▸ **TASK PROMPT**: Nothing but the lines from the one containing "ctx.rect(698, 1104, 644, 126);" through the one containing "Allies — And", both included, should be given again, each exactly as written below.

Saved entries
---

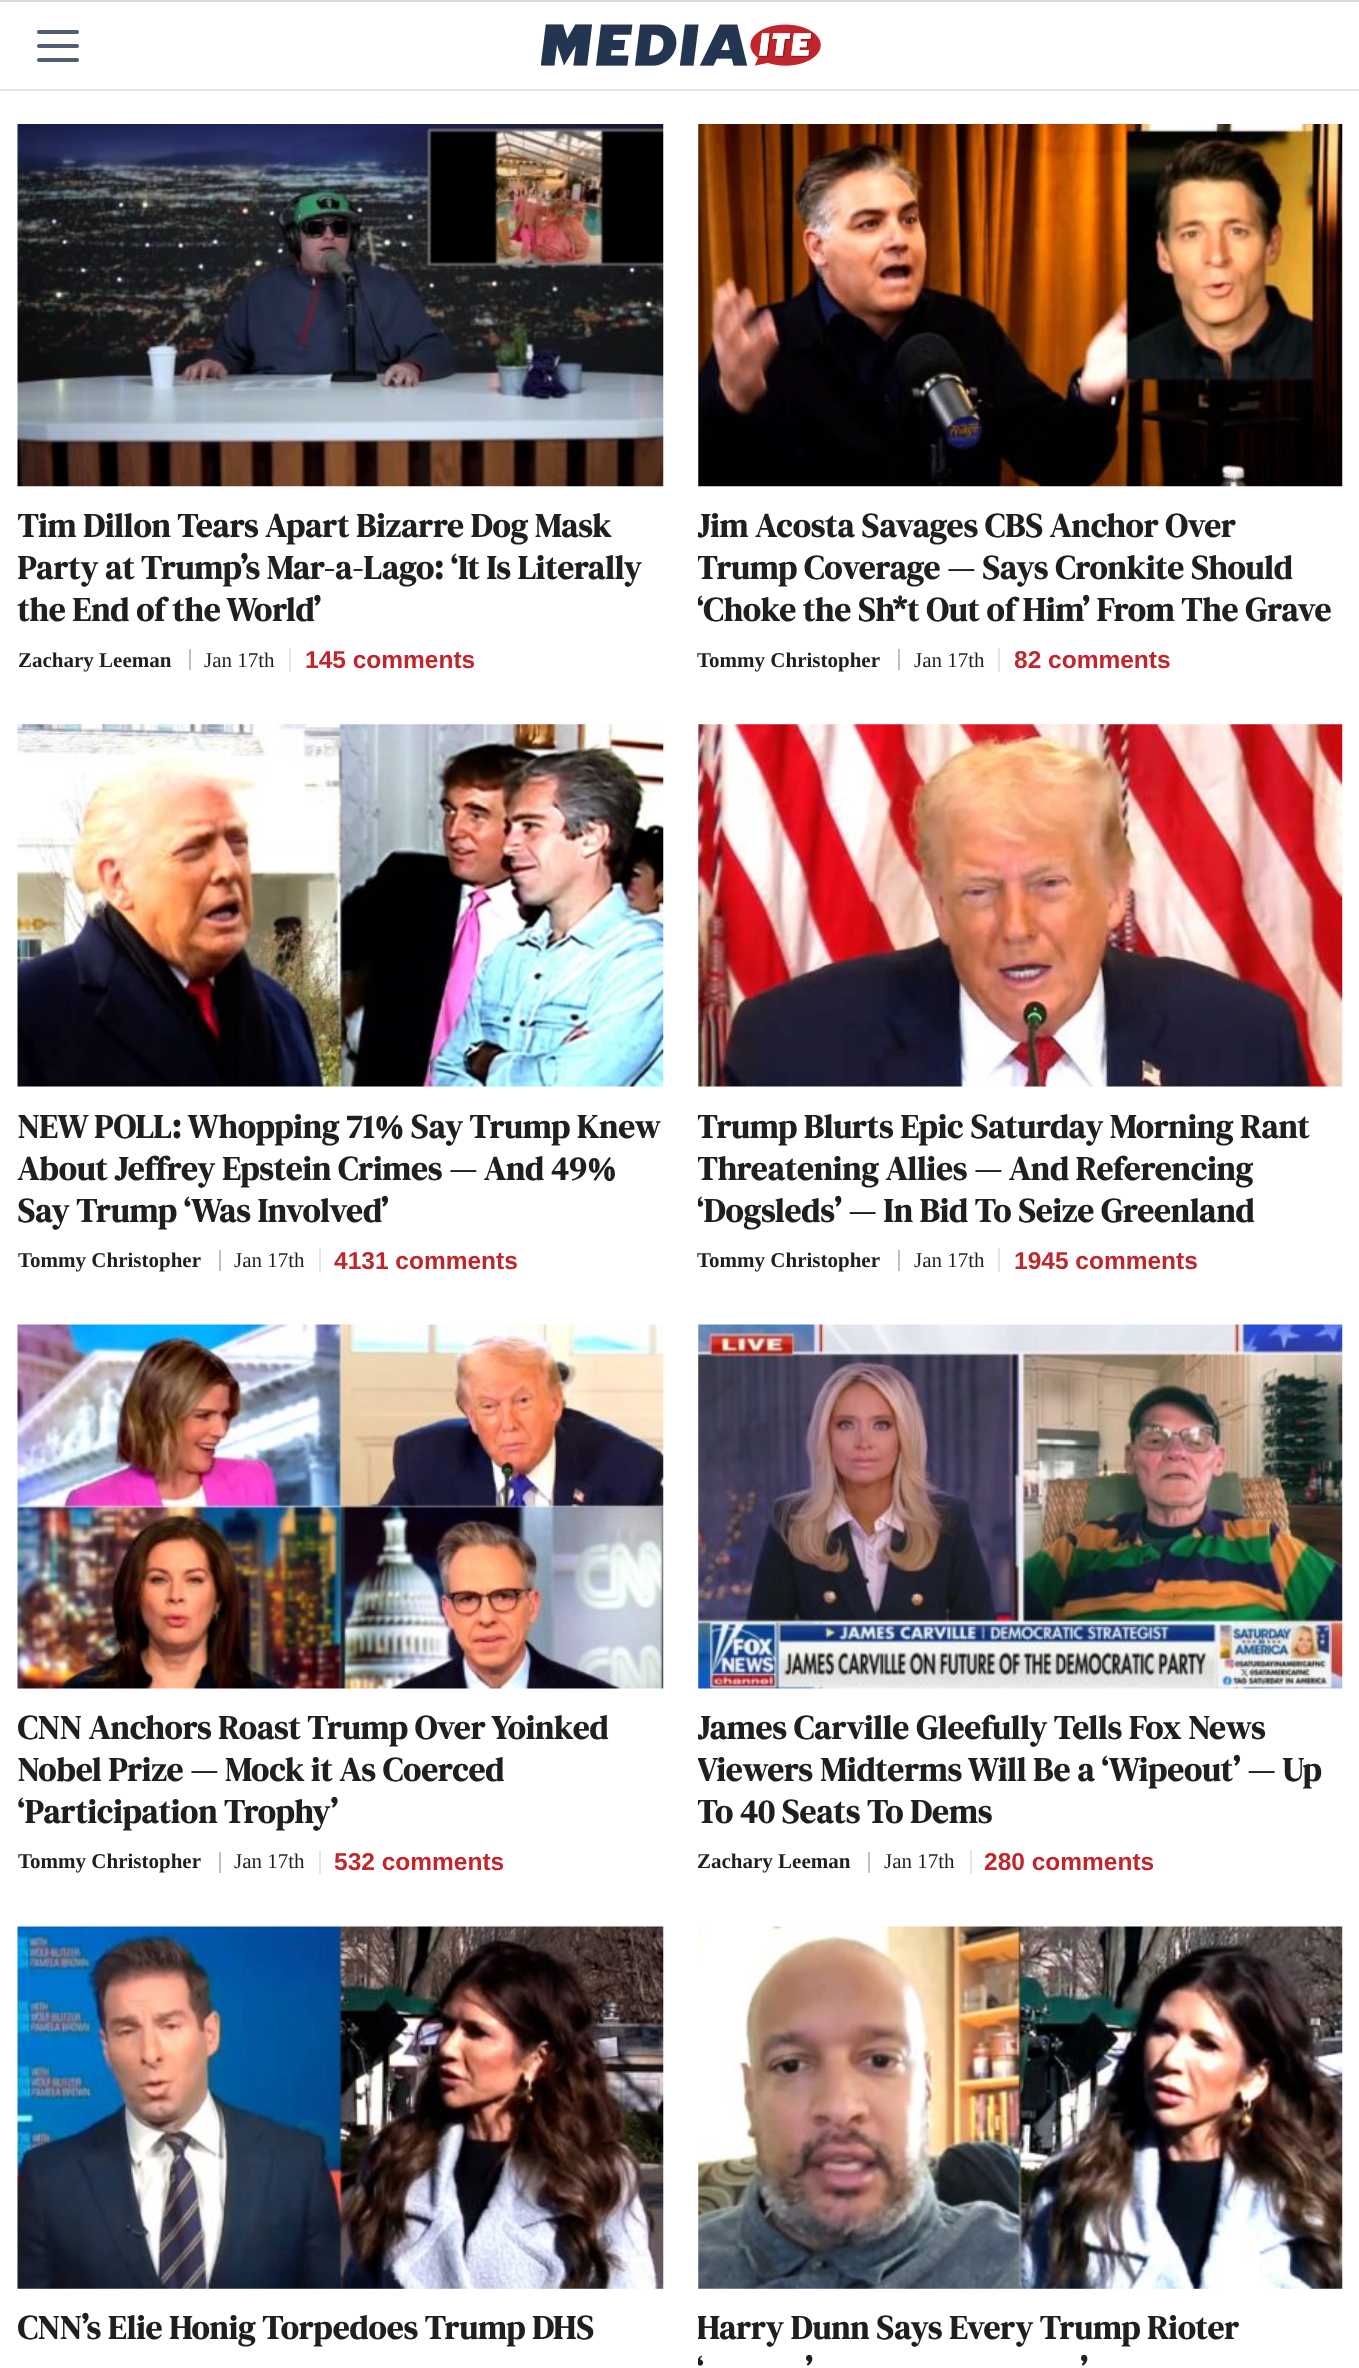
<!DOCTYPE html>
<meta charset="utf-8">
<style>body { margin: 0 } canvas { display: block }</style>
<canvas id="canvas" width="1359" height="2368"></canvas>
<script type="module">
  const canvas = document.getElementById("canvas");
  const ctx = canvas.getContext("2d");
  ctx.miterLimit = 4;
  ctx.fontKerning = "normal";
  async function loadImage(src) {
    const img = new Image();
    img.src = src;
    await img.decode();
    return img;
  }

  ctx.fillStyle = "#ffffff";
  ctx.fillRect(0, 0, 1359, 2368);
  ctx.fillStyle = "#d9d9d9";
  ctx.fillRect(0, 0, 1359, 2);
  ctx.fillStyle = "#e6e6e6";
  ctx.fillRect(0, 89, 1359, 2);
  ctx.fillStyle = "#505d74";
  ctx.beginPath();
  ctx.roundRect(37, 30, 42, 4, 2);
  ctx.fill();
  ctx.beginPath();
  ctx.roundRect(37, 44, 42, 4, 2);
  ctx.fill();
  ctx.beginPath();
  ctx.roundRect(37, 58, 42, 4, 2);
  ctx.fill();
  ctx.drawImage(await loadImage("img1.png"), 541, 24, 280, 42);
  ctx.drawImage(await loadImage("img2.png"), 17, 124, 647, 363);
  ctx.save();
  ctx.beginPath();
  ctx.rect(18, 504, 645, 126);
  ctx.clip();
  ctx.letterSpacing = "0.7px";
  ctx.font = "35px DM Serif Display";
  ctx.fillStyle = "#1f1f1f";
  ctx.fillText("Tim Dillon Tears Apart Bizarre Dog Mask", 18, 537);
  ctx.fillText("Party at Trump’s Mar-a-Lago: ‘It Is Literally", 18, 579);
  ctx.restore();
  ctx.letterSpacing = "0.7px";
  ctx.font = "35px DM Serif Display";
  ctx.fillStyle = "#1f1f1f";
  ctx.fillText("the End of the World’", 18, 621);
  ctx.letterSpacing = "0px";
  ctx.font = "bold 21px Liberation Serif";
  ctx.fillText("Zachary Leeman", 18, 667);
  ctx.fillStyle = "#bfbfbf";
  ctx.fillRect(189, 649, 2, 21);
  ctx.font = "21px Liberation Serif";
  ctx.fillStyle = "#1f1f1f";
  ctx.fillText("Jan 17th", 204, 667);
  ctx.fillStyle = "#e6e6e6";
  ctx.fillRect(289, 648, 2, 24);
  ctx.font = "bold 24.5px Liberation Sans";
  ctx.fillStyle = "#c0262b";
  ctx.fillText("145 comments", 305, 668);
  ctx.drawImage(await loadImage("img3.png"), 698, 124, 645, 363);
  ctx.save();
  ctx.beginPath();
  ctx.rect(698, 504, 644, 126);
  ctx.clip();
  ctx.letterSpacing = "0.7px";
  ctx.font = "35px DM Serif Display";
  ctx.fillStyle = "#1f1f1f";
  ctx.fillText("Jim Acosta Savages CBS Anchor Over", 697, 537);
  ctx.fillText("Trump Coverage — Says Cronkite Should", 697, 579);
  ctx.fillText("‘Choke the Sh*t Out of Him’ From The Grave", 697, 621);
  ctx.restore();
  ctx.font = "bold 21px Liberation Serif";
  ctx.fillStyle = "#1f1f1f";
  ctx.fillText("Tommy Christopher", 697, 667);
  ctx.fillStyle = "#bfbfbf";
  ctx.fillRect(898, 649, 2, 21);
  ctx.font = "21px Liberation Serif";
  ctx.fillStyle = "#1f1f1f";
  ctx.fillText("Jan 17th", 914, 667);
  ctx.fillStyle = "#e6e6e6";
  ctx.fillRect(998, 648, 2, 24);
  ctx.font = "bold 24.5px Liberation Sans";
  ctx.fillStyle = "#c0262b";
  ctx.fillText("82 comments", 1014, 668);
  ctx.drawImage(await loadImage("img4.png"), 17, 724, 647, 363);
  ctx.letterSpacing = "0.7px";
  ctx.font = "35px DM Serif Display";
  ctx.fillStyle = "#1f1f1f";
  ctx.fillText("NEW POLL: Whopping 71% Say Trump Knew", 18, 1138);
  ctx.fillText("About Jeffrey Epstein Crimes — And 49%", 18, 1180);
  ctx.fillText("Say Trump ‘Was Involved’", 18, 1222);
  ctx.letterSpacing = "0px";
  ctx.font = "bold 21px Liberation Serif";
  ctx.fillText("Tommy Christopher", 18, 1267);
  ctx.fillStyle = "#bfbfbf";
  ctx.fillRect(219, 1250, 2, 21);
  ctx.font = "21px Liberation Serif";
  ctx.fillStyle = "#1f1f1f";
  ctx.fillText("Jan 17th", 234, 1267);
  ctx.fillStyle = "#e6e6e6";
  ctx.fillRect(319, 1248, 2, 24);
  ctx.font = "bold 24.5px Liberation Sans";
  ctx.fillStyle = "#c0262b";
  ctx.fillText("4131 comments", 334, 1269);
  ctx.drawImage(await loadImage("img5.png"), 698, 724, 645, 363);
  ctx.save();
  ctx.beginPath();
  ctx.rect(698, 1104, 644, 126);
  ctx.clip();
  ctx.letterSpacing = "0.7px";
  ctx.font = "35px DM Serif Display";
  ctx.fillStyle = "#1f1f1f";
  ctx.fillText("Trump Blurts Epic Saturday Morning Rant", 697, 1138);
  ctx.fillText("Threatening Allies — And Referencing", 697, 1180);
  ctx.fillText("‘Dogsleds’ — In Bid To Seize Greenland", 697, 1222);
  ctx.restore();
  ctx.font = "bold 21px Liberation Serif";
  ctx.fillStyle = "#1f1f1f";
  ctx.fillText("Tommy Christopher", 697, 1267);
  ctx.fillStyle = "#bfbfbf";
  ctx.fillRect(898, 1250, 2, 21);
  ctx.font = "21px Liberation Serif";
  ctx.fillStyle = "#1f1f1f";
  ctx.fillText("Jan 17th", 914, 1267);
  ctx.fillStyle = "#e6e6e6";
  ctx.fillRect(998, 1248, 2, 24);
  ctx.font = "bold 24.5px Liberation Sans";
  ctx.fillStyle = "#c0262b";
  ctx.fillText("1945 comments", 1014, 1269);
  ctx.drawImage(await loadImage("img6.png"), 17, 1324, 647, 365);
  ctx.save();
  ctx.beginPath();
  ctx.rect(18, 1706, 645, 126);
  ctx.clip();
  ctx.letterSpacing = "0.7px";
  ctx.font = "35px DM Serif Display";
  ctx.fillStyle = "#1f1f1f";
  ctx.fillText("CNN Anchors Roast Trump Over Yoinked", 18, 1739);
  ctx.restore();
  ctx.letterSpacing = "0.7px";
  ctx.font = "35px DM Serif Display";
  ctx.fillStyle = "#1f1f1f";
  ctx.fillText("Nobel Prize — Mock it As Coerced", 18, 1781);
  ctx.save();
  ctx.beginPath();
  ctx.rect(18, 1706, 645, 126);
  ctx.clip();
  ctx.fillText("‘Participation Trophy’", 18, 1823);
  ctx.restore();
  ctx.letterSpacing = "0px";
  ctx.font = "bold 21px Liberation Serif";
  ctx.fillText("Tommy Christopher", 18, 1868);
  ctx.fillStyle = "#bfbfbf";
  ctx.fillRect(219, 1852, 2, 21);
  ctx.font = "21px Liberation Serif";
  ctx.fillStyle = "#1f1f1f";
  ctx.fillText("Jan 17th", 234, 1868);
  ctx.fillStyle = "#e6e6e6";
  ctx.fillRect(319, 1850, 2, 24);
  ctx.font = "bold 24.5px Liberation Sans";
  ctx.fillStyle = "#c0262b";
  ctx.fillText("532 comments", 334, 1870);
  ctx.drawImage(await loadImage("img7.png"), 698, 1324, 645, 365);
  ctx.save();
  ctx.beginPath();
  ctx.rect(698, 1706, 644, 126);
  ctx.clip();
  ctx.letterSpacing = "0.7px";
  ctx.font = "35px DM Serif Display";
  ctx.fillStyle = "#1f1f1f";
  ctx.fillText("James Carville Gleefully Tells Fox News", 697, 1739);
  ctx.fillText("Viewers", 697, 1781);
  ctx.restore();
  ctx.letterSpacing = "0.7px";
  ctx.font = "35px DM Serif Display";
  ctx.fillStyle = "#1f1f1f";
  ctx.fillText("Midterms Will Be a ‘Wipeout’ — Up", 821, 1781);
  ctx.save();
  ctx.beginPath();
  ctx.rect(698, 1706, 644, 126);
  ctx.clip();
  ctx.fillText("To 40 Seats To Dems", 697, 1823);
  ctx.restore();
  ctx.letterSpacing = "0px";
  ctx.font = "bold 21px Liberation Serif";
  ctx.fillText("Zachary Leeman", 697, 1868);
  ctx.fillStyle = "#bfbfbf";
  ctx.fillRect(868, 1852, 2, 21);
  ctx.font = "21px Liberation Serif";
  ctx.fillStyle = "#1f1f1f";
  ctx.fillText("Jan 17th", 884, 1868);
  ctx.fillStyle = "#e6e6e6";
  ctx.fillRect(970, 1850, 2, 24);
  ctx.font = "bold 24.5px Liberation Sans";
  ctx.fillStyle = "#c0262b";
  ctx.fillText("280 comments", 984, 1870);
  ctx.drawImage(await loadImage("img8.png"), 17, 1926, 647, 363);
  ctx.save();
  ctx.beginPath();
  ctx.rect(18, 2307, 645, 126);
  ctx.clip();
  ctx.letterSpacing = "0.7px";
  ctx.font = "35px DM Serif Display";
  ctx.fillStyle = "#1f1f1f";
  ctx.fillText("CNN’s Elie Honig Torpedoes Trump DHS", 18, 2339);
  ctx.restore();
  ctx.drawImage(await loadImage("img9.png"), 698, 1926, 645, 363);
  ctx.save();
  ctx.beginPath();
  ctx.rect(698, 2307, 644, 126);
  ctx.clip();
  ctx.letterSpacing = "0.7px";
  ctx.font = "35px DM Serif Display";
  ctx.fillStyle = "#1f1f1f";
  ctx.fillText("Harry Dunn Says Every Trump Rioter", 697, 2339);
  ctx.fillText("‘", 697, 2381);
  ctx.restore();
  ctx.letterSpacing = "0.7px";
  ctx.font = "35px DM Serif Display";
  ctx.fillStyle = "#1f1f1f";
  ctx.fillText("’", 806, 2381);
  ctx.fillText("’", 1081, 2381);
</script>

---

▸ **EXPECTED OUTPUT**:
  ctx.rect(698, 1104, 644, 126);
  ctx.clip();
  ctx.letterSpacing = "0.7px";
  ctx.font = "35px DM Serif Display";
  ctx.fillStyle = "#1f1f1f";
  ctx.fillText("Trump Blurts Epic Saturday Morning Rant", 697, 1138);
  ctx.fillText("Threatening Allies — And Referencing", 697, 1180);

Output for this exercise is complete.